#### [WORK REQUIRED]
From the entries below, report only the number of lines that contain the word "Autohaus".
━━ DATASET EXTRACT
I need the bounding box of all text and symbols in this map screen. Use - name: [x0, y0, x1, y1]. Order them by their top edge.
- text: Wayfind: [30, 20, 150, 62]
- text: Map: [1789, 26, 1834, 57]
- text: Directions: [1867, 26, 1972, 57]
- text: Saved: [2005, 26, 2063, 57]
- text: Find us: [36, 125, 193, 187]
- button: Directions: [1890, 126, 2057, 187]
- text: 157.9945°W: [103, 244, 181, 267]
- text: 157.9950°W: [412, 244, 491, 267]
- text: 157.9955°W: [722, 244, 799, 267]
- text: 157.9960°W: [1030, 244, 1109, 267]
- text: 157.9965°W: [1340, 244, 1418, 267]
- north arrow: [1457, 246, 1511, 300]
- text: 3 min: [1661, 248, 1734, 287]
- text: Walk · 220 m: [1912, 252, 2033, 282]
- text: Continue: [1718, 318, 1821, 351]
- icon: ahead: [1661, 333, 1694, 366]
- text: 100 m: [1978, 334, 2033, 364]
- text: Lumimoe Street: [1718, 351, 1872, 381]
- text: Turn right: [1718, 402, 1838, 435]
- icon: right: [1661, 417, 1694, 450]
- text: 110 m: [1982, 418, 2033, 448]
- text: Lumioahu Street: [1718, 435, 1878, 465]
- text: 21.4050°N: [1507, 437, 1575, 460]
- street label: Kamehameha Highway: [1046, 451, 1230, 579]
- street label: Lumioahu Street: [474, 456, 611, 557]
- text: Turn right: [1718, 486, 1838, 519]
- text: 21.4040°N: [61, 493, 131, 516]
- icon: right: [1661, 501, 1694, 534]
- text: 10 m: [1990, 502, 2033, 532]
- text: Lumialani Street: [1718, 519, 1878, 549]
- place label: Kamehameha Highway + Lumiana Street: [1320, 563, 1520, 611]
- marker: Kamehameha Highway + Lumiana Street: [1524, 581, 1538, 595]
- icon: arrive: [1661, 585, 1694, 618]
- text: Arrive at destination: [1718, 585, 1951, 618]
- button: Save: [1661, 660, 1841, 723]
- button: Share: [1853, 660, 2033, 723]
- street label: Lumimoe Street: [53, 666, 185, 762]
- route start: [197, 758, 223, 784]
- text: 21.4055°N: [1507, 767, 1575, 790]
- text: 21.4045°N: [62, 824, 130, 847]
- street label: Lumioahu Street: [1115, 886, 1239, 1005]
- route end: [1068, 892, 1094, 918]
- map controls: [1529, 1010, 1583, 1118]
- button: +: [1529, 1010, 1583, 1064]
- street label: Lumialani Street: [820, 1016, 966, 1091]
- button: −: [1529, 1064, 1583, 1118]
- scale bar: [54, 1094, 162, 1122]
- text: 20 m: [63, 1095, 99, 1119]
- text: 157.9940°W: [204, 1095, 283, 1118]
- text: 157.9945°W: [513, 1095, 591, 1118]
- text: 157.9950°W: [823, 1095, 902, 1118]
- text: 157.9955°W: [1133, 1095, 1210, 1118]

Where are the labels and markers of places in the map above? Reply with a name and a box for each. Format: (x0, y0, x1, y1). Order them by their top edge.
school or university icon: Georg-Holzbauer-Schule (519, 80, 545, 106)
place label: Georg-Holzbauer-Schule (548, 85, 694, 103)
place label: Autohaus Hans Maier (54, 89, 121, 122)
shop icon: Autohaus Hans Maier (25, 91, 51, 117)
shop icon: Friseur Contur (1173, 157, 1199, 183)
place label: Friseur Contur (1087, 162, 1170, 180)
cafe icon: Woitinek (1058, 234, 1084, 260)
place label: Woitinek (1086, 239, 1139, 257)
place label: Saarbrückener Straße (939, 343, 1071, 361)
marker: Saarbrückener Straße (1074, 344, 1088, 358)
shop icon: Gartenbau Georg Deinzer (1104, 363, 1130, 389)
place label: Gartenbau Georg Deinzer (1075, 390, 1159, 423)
━━━━
#### [THE COMPLETED TASK]
2